AU Remains “Tenacious and Steadfast”  In Efforts To Expand Programs and Advocacy For Gay Men

WASHINGTON, D.C.  – September 27, 2010 – On the fourth annual National Gay Men’s HIV/AIDS Awareness Day (NGMHAAD), AIDS United remembers the thousands of gay men who have lost their lives to the disease, honors those currently living with HIV/AIDS, and reaffirms its commitment to expanding its program and advocacy efforts focused on men who have sex with men (MSM). MSM account for nearly half of the more than 1.1 million people living with HIV in the US, and nearly half of the new infections each year, according to the Centers for Disease Control and Prevention (CDC).

“AIDS United has more than two decades of addressing the HIV/AIDS epidemic in MSM through programs and advocacy,” said AIDS United President and CEO Mark Ishaug.

Ishaug said that since AIDS United’s inception, the organization has funded Community Partnerships that in turn fund hundreds of prevention and care programs that reach thousands of MSM.  AIDS United’s current Access to Care initiative supports programs around the country that are helping MSM from communities most disproportionately affected by the epidemic – including African-American men of color, injection drug users, homeless individuals, and those in the rural southern U.S. – get into the life-saving care and treatment that they need.   

The organization also works to educate Congress, the Administration and the country on the importance of reducing HIV-related health disparities, including those experienced by MSM, and particularly MSM of color.

“The rates of HIV infection and transmission among MSM, especially African-American men , are shocking and unacceptable,” said Ronald Johnson, Vice President of Policy and Advocacy.  “We as an organization and a community must do even more to help MSM protect themselves, and to help those who are HIV positive get the care and treatment they need.”  
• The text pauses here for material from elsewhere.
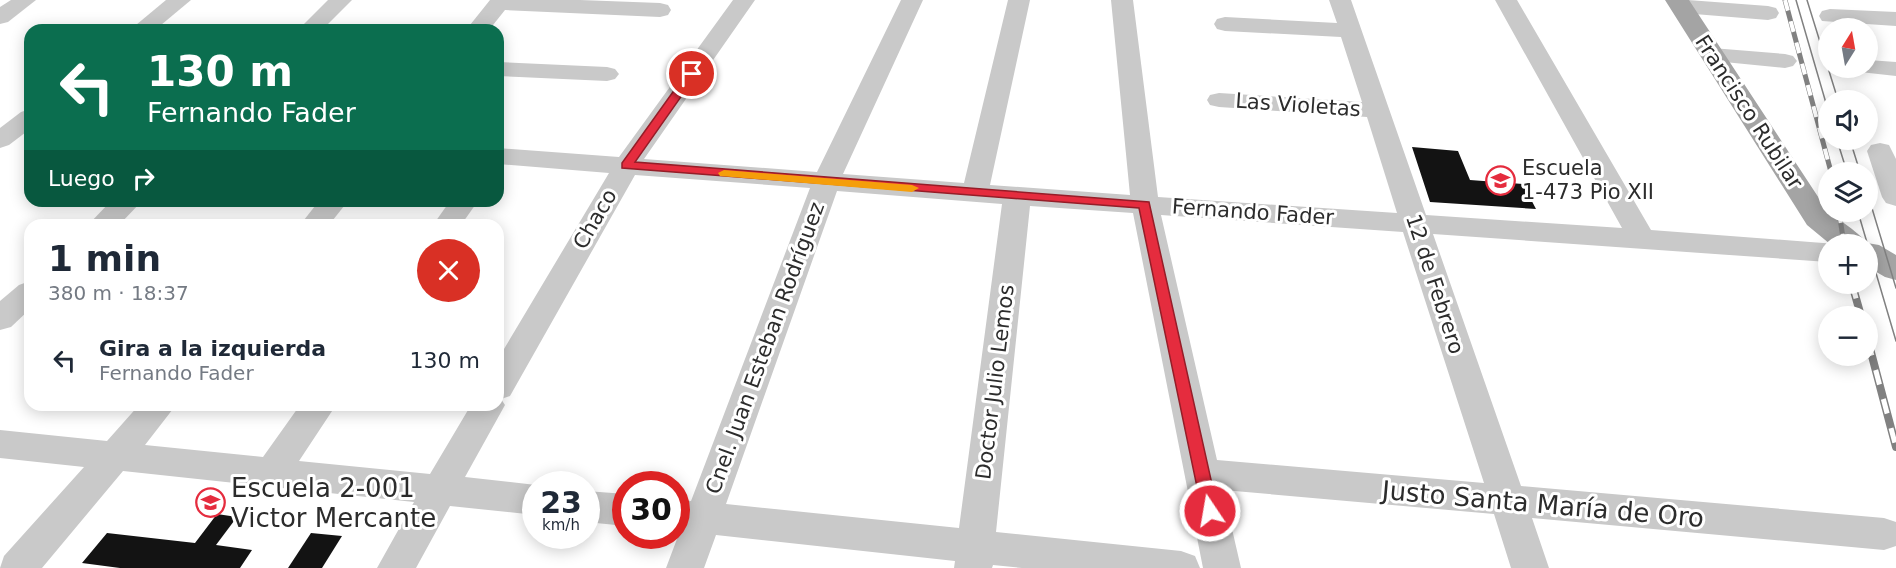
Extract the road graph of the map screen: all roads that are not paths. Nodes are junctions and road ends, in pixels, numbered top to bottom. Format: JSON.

In July, 2010, the National HIV/AIDS Strategy, released by the Obama Administration and the Office of National AIDS Policy (ONAP), stated that the “United States cannot reduce the number of HIV infections nationally without better addressing HIV among gay and bisexual men.”

Ishaug said “AIDS United remains committed helping organizations serving MSM and African-American MSM strengthen their programs and advocacy activities, so they can best serve their clients.  We must remain tenacious and steadfast in our work to reach MSM if we are going to end HIV/AIDS in America.”